Regulations surrounding mortgage financing have always been a source of debate — in Canada, the United States (where the last housing and financial crisis started) and worldwide. As with most things in life, there needs to be a balance.
On the one hand, mortgage regulations need to be in place in order to protect citizens’ interests. Without such regulations, people could find themselves taking on too much mortgage debt, and their financial situation collapses. During the last global housing crisis, much of the world’s financial situation collapsed because regulations did not protect the citizenry.
Risk vs. stability
On the other hand, too much regulation can stifle financial activity. Risk is part of the foundation of any financial system. If you take risk completely out of the picture, then nobody really innovates, takes chances, or makes any real money.
In Canada, this balance between regulation and risk has been managed rather effectively throughout the country’s financial history. The recent financial crisis, or what some people refer to as the Great Recession (as opposed to the Great Depression of the 1930’s), is a perfect example.
Although Canada was most certainly affected by the crisis, and did enter a period of recession, it was rather short lived and the country has now surpassed the housing and economic performance seen before the crisis and recession.
Mortgages are regulated
The mortgages market is no different.

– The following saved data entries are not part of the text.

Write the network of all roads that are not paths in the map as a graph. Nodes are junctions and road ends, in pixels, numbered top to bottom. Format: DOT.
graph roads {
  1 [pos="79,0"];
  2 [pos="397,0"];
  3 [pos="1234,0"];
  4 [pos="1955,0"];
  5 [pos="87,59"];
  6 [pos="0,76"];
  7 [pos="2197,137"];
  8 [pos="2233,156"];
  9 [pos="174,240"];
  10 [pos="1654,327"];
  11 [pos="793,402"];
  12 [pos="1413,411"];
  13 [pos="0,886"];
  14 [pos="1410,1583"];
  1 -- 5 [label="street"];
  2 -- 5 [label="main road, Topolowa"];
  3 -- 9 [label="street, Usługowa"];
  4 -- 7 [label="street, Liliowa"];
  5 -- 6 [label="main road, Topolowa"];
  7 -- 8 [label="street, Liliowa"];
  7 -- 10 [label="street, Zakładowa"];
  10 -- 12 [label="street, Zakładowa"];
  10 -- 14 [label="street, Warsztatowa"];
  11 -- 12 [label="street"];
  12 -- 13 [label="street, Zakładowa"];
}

There has to be a balance between safe and sound investment practices, and the allowance for some risk taking. For example, in Ontario recently, the Financial Services Commission of Ontario (FSCO, under which ASCEND MIC is regulated) issued a public alert against unlicensed syndicated mortgages.
A syndicated mortgage is when more than one lender invests in one specific mortgage. This differs from a mortgage investment corporation (MIC) or other mortgage investment funds that pool more than one mortgage together for the benefit of investors.

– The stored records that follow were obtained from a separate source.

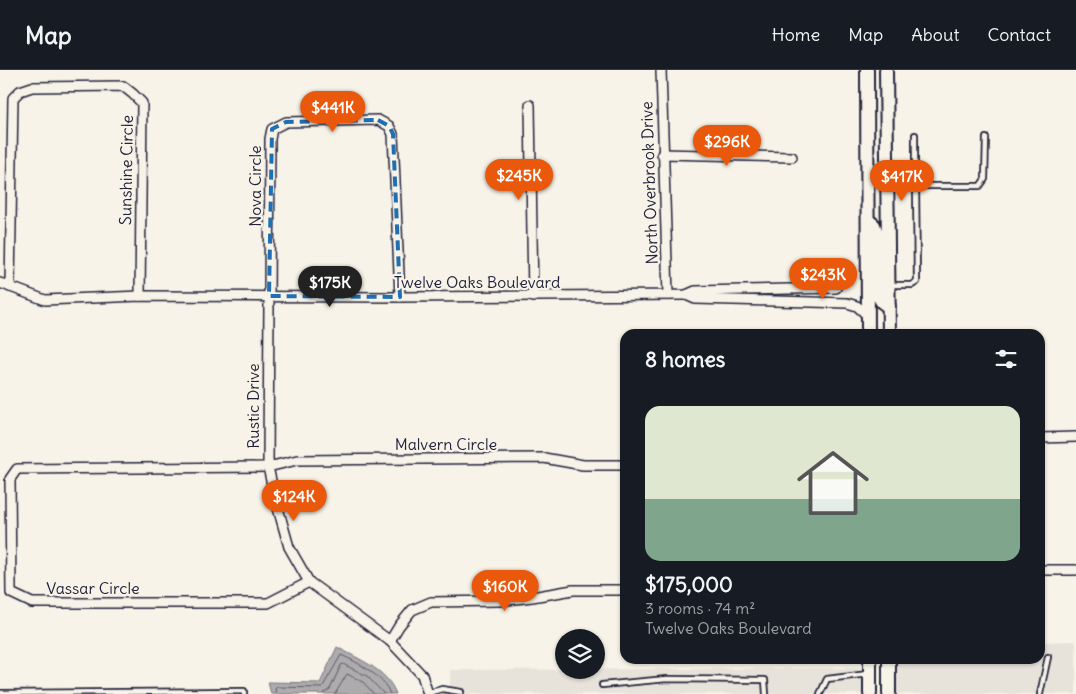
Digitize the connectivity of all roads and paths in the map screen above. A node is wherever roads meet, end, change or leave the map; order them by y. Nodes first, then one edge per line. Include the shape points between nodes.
1 (661, 70) edge
2 (866, 70) edge
3 (886, 70) edge
4 (530, 105) dead end
5 (915, 135) dead end
6 (986, 138) dead end
7 (662, 154) junction
8 (792, 157) dead end
9 (888, 179) junction
10 (915, 180) junction
11 (916, 186) junction
12 (868, 220) junction
13 (0, 283) edge
14 (889, 285) junction
15 (10, 287) junction
16 (811, 288) junction
17 (836, 288) dead end
18 (668, 295) junction
19 (686, 295) junction
20 (140, 296) junction
21 (269, 296) junction
22 (400, 297) junction
23 (533, 297) junction
24 (811, 302) junction
25 (889, 307) junction
26 (868, 316) junction
27 (868, 329) edge
28 (889, 329) edge
29 (1076, 437) edge
30 (1045, 438) edge
31 (620, 465) edge
32 (268, 467) junction
33 (1045, 570) edge
34 (1076, 570) edge
35 (309, 582) junction
36 (620, 590) edge
37 (390, 641) junction
38 (1048, 657) dead end
39 (870, 664) edge
40 (889, 664) edge
41 (870, 674) junction
42 (602, 685) dead end
43 (461, 692) dead end
44 (0, 693) edge
45 (428, 693) edge
46 (244, 694) edge
47 (766, 694) edge
48 (820, 694) edge
49 (870, 694) edge
50 (889, 694) edge
51 (1040, 694) edge

1 - 7 street, North Overbrook Drive
2 - 12 main road
3 - 9 main road
4 - 23 street
5 - 10 lane
6 - 11 lane via 985,179 980,186
7 - 8 street
7 - 18 street, North Overbrook Drive
9 - 10 lane
9 - 14 main road
10 - 11 lane
11 - 14 lane via 916,282 912,285
12 - 25 main road via 877,233 878,296
12 - 26 main road
13 - 15 street, Twelve Oaks Boulevard
14 - 25 main road
15 - 20 street, Twelve Oaks Boulevard via 45,300
15 - 20 street, Sunshine Circle via 13,98 20,91 32,87 123,86 142,103
16 - 17 street, Twelve Oaks Boulevard
16 - 19 street, Twelve Oaks Boulevard via 695,291
16 - 24 street
18 - 19 street, Twelve Oaks Boulevard
18 - 23 street, Twelve Oaks Boulevard
19 - 24 street, Twelve Oaks Boulevard via 695,299
20 - 21 street, Twelve Oaks Boulevard
21 - 22 street, Twelve Oaks Boulevard
21 - 22 street, Nova Circle via 272,128 286,122 378,120 389,126 393,134
21 - 32 street, Rustic Drive
22 - 23 street, Twelve Oaks Boulevard
24 - 26 street, Twelve Oaks Boulevard via 847,303 857,306
25 - 28 main road
26 - 27 main road
29 - 30 street
31 - 32 street, Malvern Circle via 583,465 534,458 297,460
32 - 35 street, Rustic Drive via 290,547
32 - 35 street, Vassar Circle via 17,469 10,479 11,592 32,603 268,603
33 - 34 street
35 - 37 street, Rustic Drive
36 - 37 street via 573,590 499,601 431,602 412,610
37 - 45 street, Rustic Drive via 422,675
38 - 51 lane
39 - 41 main road
40 - 50 main road
41 - 48 lane via 827,679
41 - 49 main road
42 - 47 lane via 667,679 765,680
43 - 45 lane via 442,690
44 - 46 lane via 244,691

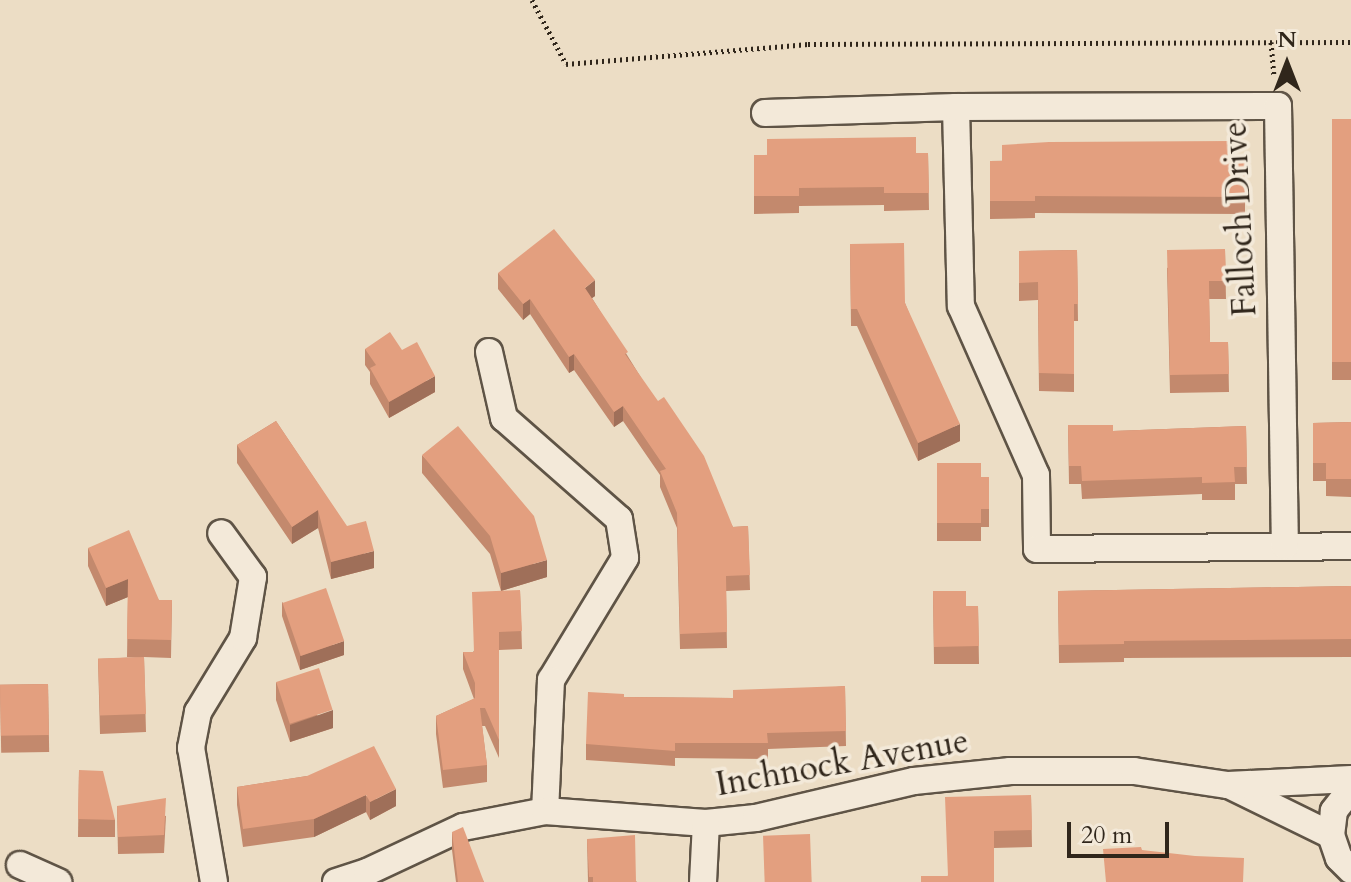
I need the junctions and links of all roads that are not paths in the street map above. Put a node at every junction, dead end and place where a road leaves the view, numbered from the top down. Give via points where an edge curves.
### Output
1 (956, 107) junction
2 (765, 113) dead end
3 (489, 352) dead end
4 (221, 533) dead end
5 (1285, 546) junction
6 (1351, 546) edge
7 (1351, 779) edge
8 (1228, 785) junction
9 (1351, 789) edge
10 (545, 811) junction
11 (706, 823) junction
12 (1331, 835) junction
13 (20, 865) dead end
14 (1351, 870) edge
15 (369, 877) edge
16 (58, 882) edge
17 (214, 882) edge
18 (336, 882) edge
19 (703, 882) edge

1 - 2 street, Falloch Drive
1 - 5 street via 961,306 1036,475 1037,549
1 - 5 street, Falloch Drive via 1278,106
3 - 10 street via 504,418 619,519 625,558 551,680
4 - 17 street via 253,577 243,638 198,712 191,748
5 - 6 street
7 - 8 street, Inchnock Avenue
8 - 11 street, Inchnock Avenue via 1134,771 1010,771 914,781 756,818
8 - 12 street, Inchnock Avenue
9 - 12 street via 1334,811
10 - 11 street, Inchnock Avenue
10 - 15 street, Inchnock Avenue via 463,827
11 - 19 street
12 - 14 street via 1339,858
13 - 16 street
15 - 18 street, Inchnock Avenue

In Ontario, syndicated mortgages have been selling under unlicensed brokerages and practitioners, thus exposing investors to undue risk. Therefore, the FSCO has started to move in to warn the public to the dangers of such unregulated mortgage activity. This is just another example of Canada’s regulators trying to strike a balance between safety and risk.
It should be noted that ASCEND MIC is licensed and abides by all provincial and federal regulations that ensure investors get the proper information they need to make sound and profitable investment decisions.